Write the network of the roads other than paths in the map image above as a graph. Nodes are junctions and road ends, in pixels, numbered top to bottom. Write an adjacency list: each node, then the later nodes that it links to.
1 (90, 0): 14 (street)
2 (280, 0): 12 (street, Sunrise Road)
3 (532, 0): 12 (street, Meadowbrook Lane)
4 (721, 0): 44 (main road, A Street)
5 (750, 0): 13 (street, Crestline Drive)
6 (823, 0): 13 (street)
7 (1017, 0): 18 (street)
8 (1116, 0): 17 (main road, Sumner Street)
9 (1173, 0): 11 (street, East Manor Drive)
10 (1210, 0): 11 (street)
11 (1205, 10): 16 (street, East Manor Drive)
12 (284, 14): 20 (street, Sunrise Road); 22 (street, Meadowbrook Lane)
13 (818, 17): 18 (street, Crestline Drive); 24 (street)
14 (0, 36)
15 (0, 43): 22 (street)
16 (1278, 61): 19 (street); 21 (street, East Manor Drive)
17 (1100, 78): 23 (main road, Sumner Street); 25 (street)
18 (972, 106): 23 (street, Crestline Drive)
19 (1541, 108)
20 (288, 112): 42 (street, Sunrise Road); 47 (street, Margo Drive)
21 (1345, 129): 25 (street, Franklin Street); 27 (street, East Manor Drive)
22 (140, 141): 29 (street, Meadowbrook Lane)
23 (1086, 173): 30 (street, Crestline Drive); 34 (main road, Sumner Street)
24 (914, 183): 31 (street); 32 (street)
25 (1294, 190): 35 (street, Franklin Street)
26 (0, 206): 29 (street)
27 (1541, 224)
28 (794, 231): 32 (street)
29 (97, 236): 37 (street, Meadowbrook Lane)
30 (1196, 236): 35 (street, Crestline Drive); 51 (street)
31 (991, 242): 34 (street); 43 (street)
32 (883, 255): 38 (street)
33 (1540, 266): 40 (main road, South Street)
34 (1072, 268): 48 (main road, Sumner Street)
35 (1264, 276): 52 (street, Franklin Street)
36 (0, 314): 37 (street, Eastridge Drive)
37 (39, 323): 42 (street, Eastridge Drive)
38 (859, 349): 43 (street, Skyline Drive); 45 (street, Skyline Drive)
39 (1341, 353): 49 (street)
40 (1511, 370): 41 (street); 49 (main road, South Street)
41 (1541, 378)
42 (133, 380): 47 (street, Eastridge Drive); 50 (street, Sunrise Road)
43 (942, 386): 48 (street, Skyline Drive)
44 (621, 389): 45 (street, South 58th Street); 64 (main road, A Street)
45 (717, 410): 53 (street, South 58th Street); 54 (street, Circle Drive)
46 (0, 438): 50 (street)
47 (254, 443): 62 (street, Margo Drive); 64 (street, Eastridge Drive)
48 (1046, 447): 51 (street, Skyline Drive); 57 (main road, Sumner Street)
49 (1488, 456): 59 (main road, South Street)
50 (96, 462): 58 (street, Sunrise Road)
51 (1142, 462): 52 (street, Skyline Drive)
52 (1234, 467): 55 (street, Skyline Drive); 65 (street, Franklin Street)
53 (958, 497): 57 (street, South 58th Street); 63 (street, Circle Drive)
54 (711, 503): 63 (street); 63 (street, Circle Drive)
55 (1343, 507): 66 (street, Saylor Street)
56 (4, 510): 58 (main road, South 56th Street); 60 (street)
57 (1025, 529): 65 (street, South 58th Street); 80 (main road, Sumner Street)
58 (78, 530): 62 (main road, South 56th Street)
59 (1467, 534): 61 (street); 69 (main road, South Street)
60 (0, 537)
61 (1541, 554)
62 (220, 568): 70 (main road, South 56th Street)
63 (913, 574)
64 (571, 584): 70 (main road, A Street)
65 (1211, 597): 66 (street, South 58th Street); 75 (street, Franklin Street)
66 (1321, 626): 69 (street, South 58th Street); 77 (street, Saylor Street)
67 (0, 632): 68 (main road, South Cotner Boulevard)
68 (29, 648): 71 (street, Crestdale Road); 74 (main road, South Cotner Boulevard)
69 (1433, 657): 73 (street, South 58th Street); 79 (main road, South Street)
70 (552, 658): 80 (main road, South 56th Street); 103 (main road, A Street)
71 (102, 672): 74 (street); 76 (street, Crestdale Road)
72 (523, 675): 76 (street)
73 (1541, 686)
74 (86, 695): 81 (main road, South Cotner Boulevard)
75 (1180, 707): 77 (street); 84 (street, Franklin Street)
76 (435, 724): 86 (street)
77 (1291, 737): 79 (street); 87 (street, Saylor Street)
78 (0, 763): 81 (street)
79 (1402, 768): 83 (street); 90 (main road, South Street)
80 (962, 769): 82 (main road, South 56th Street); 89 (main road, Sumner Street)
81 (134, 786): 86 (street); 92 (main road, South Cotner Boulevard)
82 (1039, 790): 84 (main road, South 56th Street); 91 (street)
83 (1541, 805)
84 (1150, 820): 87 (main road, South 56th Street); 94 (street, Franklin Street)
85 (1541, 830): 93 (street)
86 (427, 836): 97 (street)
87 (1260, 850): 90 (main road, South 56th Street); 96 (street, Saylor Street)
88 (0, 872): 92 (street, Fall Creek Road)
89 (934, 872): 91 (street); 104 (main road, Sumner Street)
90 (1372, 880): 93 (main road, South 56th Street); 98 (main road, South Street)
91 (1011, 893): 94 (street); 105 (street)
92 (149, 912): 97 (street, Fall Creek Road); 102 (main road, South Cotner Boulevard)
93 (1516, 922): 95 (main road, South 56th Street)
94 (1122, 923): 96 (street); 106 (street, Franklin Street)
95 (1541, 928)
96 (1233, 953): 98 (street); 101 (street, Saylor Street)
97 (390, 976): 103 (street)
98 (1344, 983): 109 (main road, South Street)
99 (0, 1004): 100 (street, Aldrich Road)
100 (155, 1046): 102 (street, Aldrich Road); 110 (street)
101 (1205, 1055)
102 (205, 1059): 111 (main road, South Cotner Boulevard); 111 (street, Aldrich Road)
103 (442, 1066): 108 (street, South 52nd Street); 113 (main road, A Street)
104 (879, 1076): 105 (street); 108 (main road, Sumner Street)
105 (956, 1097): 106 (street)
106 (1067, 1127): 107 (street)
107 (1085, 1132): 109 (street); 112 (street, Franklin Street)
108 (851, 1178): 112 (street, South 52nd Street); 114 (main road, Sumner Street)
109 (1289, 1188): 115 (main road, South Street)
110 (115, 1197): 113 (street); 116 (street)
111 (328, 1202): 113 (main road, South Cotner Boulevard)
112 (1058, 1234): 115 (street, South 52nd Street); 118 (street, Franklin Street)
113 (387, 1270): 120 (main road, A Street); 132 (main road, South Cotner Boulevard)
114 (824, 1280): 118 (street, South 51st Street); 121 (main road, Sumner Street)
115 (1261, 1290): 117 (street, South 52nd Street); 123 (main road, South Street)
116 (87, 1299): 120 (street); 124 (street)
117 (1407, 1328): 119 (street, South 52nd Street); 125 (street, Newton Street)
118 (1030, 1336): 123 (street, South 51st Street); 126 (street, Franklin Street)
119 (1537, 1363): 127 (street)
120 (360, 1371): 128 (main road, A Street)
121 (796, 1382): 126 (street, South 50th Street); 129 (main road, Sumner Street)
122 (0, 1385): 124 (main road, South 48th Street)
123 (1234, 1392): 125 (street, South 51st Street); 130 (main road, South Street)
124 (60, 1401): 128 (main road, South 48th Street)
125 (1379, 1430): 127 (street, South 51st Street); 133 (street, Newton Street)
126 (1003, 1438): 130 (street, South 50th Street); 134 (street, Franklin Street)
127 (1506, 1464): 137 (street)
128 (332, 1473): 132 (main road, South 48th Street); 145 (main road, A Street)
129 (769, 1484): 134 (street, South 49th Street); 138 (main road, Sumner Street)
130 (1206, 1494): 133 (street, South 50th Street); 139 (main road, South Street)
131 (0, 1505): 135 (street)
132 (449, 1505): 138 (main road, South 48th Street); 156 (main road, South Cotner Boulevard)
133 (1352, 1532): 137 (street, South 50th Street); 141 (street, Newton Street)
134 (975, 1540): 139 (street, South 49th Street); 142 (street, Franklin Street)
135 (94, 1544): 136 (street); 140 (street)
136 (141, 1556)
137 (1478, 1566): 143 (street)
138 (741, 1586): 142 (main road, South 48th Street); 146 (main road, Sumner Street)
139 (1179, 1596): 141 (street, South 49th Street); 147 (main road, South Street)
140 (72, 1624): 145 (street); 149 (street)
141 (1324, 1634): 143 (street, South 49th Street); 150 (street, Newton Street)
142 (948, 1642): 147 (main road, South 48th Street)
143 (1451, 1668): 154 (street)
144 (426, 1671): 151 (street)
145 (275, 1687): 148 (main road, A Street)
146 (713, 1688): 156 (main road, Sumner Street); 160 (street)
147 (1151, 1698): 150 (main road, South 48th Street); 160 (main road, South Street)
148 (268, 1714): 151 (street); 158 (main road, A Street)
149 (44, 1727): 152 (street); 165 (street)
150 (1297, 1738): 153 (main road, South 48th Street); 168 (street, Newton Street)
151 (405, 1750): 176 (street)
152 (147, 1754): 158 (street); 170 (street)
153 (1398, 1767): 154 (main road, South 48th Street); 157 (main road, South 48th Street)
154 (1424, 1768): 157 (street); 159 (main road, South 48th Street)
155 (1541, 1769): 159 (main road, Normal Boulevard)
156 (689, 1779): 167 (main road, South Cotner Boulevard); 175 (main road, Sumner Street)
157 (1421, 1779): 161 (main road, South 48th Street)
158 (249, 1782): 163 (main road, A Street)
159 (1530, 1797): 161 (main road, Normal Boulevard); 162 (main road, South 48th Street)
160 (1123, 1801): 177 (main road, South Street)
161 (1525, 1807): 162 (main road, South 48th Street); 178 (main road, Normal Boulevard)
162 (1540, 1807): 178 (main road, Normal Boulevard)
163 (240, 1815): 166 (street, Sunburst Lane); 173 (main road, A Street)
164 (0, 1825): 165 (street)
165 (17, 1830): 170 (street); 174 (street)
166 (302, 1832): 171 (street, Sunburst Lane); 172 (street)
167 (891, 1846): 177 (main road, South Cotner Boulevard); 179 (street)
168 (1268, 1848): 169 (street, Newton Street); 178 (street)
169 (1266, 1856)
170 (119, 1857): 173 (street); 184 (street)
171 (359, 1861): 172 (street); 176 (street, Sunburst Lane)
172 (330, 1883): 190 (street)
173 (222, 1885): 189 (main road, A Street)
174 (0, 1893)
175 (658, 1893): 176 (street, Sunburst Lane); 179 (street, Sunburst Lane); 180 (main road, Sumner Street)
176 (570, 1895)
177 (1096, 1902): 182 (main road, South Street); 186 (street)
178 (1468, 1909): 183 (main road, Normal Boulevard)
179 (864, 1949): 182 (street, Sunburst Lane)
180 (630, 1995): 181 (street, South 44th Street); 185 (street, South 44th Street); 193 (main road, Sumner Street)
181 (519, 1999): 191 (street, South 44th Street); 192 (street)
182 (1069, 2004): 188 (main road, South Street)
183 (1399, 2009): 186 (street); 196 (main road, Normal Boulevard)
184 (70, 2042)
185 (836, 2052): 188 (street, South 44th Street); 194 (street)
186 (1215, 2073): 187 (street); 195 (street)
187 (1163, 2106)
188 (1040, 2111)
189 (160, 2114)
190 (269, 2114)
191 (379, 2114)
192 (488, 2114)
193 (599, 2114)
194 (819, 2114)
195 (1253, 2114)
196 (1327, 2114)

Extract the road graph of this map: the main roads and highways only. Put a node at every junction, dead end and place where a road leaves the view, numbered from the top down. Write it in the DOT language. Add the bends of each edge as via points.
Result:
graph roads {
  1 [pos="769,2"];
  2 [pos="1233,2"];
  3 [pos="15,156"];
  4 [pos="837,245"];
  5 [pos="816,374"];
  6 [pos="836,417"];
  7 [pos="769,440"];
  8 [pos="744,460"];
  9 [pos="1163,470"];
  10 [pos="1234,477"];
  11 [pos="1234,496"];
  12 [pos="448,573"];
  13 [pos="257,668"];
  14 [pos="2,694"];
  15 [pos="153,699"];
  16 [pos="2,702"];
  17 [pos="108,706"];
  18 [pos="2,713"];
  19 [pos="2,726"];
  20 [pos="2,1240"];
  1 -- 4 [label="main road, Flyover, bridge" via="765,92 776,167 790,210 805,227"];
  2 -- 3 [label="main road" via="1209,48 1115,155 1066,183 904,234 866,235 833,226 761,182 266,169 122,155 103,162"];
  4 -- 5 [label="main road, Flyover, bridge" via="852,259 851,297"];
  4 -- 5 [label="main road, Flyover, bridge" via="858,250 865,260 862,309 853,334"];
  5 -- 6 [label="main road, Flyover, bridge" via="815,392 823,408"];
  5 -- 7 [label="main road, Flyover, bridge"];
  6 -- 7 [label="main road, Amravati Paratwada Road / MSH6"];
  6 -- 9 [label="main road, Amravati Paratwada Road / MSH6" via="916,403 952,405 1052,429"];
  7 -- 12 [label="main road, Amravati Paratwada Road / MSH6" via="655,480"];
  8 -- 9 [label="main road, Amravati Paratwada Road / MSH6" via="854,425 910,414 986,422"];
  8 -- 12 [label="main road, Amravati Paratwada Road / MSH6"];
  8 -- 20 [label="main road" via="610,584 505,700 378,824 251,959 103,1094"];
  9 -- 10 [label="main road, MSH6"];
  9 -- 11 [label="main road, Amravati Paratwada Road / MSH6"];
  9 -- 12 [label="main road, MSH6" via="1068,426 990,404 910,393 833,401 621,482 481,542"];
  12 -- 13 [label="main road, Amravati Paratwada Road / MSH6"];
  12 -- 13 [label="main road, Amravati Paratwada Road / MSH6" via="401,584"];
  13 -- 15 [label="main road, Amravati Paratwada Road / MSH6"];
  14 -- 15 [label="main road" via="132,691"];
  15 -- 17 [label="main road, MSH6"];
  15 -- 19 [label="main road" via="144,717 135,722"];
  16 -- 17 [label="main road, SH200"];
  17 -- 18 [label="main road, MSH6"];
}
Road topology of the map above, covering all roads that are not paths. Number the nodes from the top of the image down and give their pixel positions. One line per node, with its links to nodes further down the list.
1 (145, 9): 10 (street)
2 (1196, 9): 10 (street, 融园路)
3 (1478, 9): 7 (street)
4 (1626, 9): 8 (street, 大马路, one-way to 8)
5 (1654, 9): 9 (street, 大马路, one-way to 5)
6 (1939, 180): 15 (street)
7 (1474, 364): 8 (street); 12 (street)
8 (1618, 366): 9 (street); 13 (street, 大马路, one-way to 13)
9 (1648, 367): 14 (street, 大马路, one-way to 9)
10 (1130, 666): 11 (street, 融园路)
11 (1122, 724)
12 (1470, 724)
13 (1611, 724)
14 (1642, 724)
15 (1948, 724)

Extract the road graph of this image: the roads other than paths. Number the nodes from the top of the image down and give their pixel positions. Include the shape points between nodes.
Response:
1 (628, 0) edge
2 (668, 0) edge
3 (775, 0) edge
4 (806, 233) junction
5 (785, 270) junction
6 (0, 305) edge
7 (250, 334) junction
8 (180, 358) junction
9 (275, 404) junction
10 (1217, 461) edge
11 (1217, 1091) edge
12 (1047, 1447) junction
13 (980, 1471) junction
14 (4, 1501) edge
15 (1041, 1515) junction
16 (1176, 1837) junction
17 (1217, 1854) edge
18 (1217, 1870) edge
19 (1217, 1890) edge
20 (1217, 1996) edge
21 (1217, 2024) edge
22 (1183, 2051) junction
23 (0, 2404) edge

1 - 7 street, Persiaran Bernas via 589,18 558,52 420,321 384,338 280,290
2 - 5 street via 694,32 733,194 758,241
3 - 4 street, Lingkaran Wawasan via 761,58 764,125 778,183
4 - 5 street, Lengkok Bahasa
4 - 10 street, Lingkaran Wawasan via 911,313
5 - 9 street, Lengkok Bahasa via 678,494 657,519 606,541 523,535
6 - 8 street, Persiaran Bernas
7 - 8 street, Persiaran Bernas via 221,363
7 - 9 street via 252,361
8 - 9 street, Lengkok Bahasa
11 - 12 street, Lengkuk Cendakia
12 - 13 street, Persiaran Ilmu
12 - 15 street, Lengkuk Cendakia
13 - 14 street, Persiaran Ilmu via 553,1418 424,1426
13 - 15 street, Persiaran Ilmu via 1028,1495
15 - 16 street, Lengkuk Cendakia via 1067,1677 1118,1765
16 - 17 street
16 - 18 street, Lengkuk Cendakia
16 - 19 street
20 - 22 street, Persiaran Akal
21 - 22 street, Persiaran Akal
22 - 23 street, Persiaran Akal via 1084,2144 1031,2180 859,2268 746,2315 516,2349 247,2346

WHAT YOU NEED TO DO - Where a line in the preceding listing contains the word "than", include it in your count, and reply with that number alone.

EXERCISE RESULT - 2